A cidade no ABC paulista deixou de ser comandada pelo PT em 2016, após oito anos de governo, em meio à onda antipetista que se fortaleceu com o impeachment da ex-presidente Dilma Rousseff. Somou-se a isso o enfraquecimento do movimento sindical a partir da reforma trabalhista, em 2017. Com Lula de volta à Presidência, o PT vê a chance de recuperar o fôlego não só na cidade, mas em outros municípios que antes formavam em São Paulo o cinturão vermelho.
— Os anos 2016 e 2020 foram o fundo do poço para nós. A partir de 2022, esse cenário começa a mudar com a eleição de Lula. Para nós, é muito simbólico retomarmos São Bernardo. Para o Lula é muito simbólico. O presidente estará aqui antes do primeiro turno, dá para fazer um comício antes do dia da eleição — disse o candidato à prefeitura de São Bernardo do Campo pelo PT, Luiz Fernando, antes de saber que o presidente optaria por participar apenas de mais uma agenda antes de domingo, na capital com Guilherme Boulos (PSOL).
Ajuste no discurso
Para compensar a ausência de Lula, Luiz Fernando contou com a presença do ministro do Trabalho, Luiz Marinho, seu correligionário, que tem participado ativamente da campanha.
Mesmo com a perda de força política do movimento operário nas montadoras automotivas do ABC, Luiz Fernando vai com carro de som para a entrada das fábricas às 5h da manhã, na troca de turno, estratégia comum nos anos 1980.
Para o presidente do Sindicato dos Metalúrgicos do ABC, Moisés Selerges, esse modelo de sindicato não corresponde mais à realidade:
— Precisamos mudar rapidamente, representar o MEI, o trabalhador em home office. Não vamos deixar de acordar em porta de fábrica, mas precisamos olhar para frente.
A previsão era de que Lula fosse a São Bernardo no sábado, mas o presidente cancelou as agendas. Pesquisas internas feitas por partidos que disputam a eleição mostram Luiz Fernando tecnicamente empatado com outros três candidatos de centro-direita: Alex Manente (Cidadania), Marcelo Lima (Podemos) e Flávia Morando (União), esta sobrinha do atual prefeito, o tucano Orlando Morando.
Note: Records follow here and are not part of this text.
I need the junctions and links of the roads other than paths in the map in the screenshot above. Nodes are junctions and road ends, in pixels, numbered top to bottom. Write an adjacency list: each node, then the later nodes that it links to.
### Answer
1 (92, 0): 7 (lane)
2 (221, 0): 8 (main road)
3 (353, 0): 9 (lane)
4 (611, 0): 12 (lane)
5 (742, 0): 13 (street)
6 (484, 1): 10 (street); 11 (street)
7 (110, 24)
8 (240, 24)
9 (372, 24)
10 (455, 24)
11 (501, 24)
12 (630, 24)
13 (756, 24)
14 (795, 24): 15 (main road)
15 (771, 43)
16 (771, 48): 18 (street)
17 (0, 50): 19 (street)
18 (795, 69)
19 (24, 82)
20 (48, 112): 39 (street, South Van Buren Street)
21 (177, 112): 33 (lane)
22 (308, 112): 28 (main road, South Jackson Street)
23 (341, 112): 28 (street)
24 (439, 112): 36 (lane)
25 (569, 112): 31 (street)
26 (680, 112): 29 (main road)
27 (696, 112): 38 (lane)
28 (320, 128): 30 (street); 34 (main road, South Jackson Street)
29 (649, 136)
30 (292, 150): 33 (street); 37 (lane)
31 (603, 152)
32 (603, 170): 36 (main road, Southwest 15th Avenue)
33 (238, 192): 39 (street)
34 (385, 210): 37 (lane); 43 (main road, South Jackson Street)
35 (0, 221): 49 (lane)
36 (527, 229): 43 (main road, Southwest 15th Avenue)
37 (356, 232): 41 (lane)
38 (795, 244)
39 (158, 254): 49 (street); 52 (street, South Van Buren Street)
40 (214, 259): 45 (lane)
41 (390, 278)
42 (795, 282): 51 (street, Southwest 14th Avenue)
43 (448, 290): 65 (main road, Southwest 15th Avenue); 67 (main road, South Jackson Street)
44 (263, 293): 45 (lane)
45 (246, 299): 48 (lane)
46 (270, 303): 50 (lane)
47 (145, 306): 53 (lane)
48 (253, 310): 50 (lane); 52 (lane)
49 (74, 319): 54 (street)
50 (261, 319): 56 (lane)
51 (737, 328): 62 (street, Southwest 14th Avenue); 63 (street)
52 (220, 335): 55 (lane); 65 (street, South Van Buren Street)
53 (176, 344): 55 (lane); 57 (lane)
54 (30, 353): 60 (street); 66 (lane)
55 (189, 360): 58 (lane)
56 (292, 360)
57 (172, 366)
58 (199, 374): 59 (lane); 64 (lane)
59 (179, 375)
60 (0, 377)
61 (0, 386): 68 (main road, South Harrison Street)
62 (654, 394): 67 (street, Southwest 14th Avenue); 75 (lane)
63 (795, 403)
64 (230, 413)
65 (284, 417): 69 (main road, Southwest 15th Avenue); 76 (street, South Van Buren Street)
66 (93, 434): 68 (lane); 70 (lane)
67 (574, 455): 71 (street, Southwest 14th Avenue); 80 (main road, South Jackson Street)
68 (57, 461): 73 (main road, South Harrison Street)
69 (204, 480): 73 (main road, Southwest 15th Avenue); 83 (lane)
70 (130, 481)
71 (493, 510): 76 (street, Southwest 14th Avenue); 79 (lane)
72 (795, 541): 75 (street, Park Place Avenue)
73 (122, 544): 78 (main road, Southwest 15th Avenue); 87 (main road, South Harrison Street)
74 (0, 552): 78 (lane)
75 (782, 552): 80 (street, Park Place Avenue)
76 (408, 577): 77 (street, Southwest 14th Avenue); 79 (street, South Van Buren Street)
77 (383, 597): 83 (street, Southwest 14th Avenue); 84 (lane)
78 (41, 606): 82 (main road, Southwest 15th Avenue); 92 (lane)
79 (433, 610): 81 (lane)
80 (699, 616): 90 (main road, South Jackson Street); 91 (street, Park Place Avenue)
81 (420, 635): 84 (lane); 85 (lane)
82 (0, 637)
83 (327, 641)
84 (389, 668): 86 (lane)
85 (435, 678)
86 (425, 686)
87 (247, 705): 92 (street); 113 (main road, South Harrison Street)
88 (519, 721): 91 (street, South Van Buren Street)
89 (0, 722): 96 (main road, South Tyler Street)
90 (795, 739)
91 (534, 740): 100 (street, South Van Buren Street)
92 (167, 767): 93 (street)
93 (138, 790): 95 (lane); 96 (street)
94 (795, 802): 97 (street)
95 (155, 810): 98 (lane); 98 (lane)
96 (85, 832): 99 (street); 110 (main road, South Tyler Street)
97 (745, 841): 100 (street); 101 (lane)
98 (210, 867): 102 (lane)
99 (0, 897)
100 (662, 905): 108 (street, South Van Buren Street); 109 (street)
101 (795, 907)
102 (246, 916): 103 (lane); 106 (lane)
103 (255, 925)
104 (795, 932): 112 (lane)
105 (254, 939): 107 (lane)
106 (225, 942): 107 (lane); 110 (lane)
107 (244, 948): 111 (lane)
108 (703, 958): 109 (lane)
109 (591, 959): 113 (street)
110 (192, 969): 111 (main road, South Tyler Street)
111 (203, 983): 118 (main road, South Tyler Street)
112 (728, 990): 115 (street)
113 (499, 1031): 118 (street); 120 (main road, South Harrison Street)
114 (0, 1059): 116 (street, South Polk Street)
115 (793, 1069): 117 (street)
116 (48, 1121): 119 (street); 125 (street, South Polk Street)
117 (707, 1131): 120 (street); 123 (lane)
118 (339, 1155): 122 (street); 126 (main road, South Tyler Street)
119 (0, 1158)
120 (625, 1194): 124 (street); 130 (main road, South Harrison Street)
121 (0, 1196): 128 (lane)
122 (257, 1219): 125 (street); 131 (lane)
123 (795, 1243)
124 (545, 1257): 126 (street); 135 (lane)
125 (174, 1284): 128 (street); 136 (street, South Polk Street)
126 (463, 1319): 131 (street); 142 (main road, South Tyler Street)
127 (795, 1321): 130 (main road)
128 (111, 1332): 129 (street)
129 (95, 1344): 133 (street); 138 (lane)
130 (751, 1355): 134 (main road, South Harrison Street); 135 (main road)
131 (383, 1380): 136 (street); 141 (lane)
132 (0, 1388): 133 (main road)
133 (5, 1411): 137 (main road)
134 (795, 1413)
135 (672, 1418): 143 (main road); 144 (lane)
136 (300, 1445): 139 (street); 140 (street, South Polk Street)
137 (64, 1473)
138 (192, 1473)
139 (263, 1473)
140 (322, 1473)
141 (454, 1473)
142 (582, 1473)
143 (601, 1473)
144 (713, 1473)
O PT conseguiu manter o comando de apenas duas grandes cidades no entorno da capital paulista: Mauá e Diadema, também no ABC. Nesses municípios, as chances de vitória são mais concretas, mas pesquisas sugerem um segundo turno em ambas.
Em Santo André, a situação é mais difícil. O candidato do atual prefeito, Gilvan Jr. (PSDB), está isolado na liderança, conforme sondagens internas. A petista Bete Siraque está empatada no segundo pelotão com outros dois adversários. O PT avalia que há risco de Gilvan vencer já no primeiro turno. Com exceção de São Bernardo, as demais cidades não esperavam a visita de Lula, mas cobram a presença dele em caso de segundo turno.
— Lula sempre faz falta, mas contamos com ele no 2º turno. Vai ter que vir no 2º turno — disse Romulo Fernandes, dirigente do PT em Mauá,
Já em São Caetano do Sul as chances são ainda mais remotas. Jair Meneguelli aparece em quarto lugar, com baixo índice de intenção de voto, segundo levantamento dos partidos. A cidade tem histórico mais conservador e jamais teve um prefeito petista.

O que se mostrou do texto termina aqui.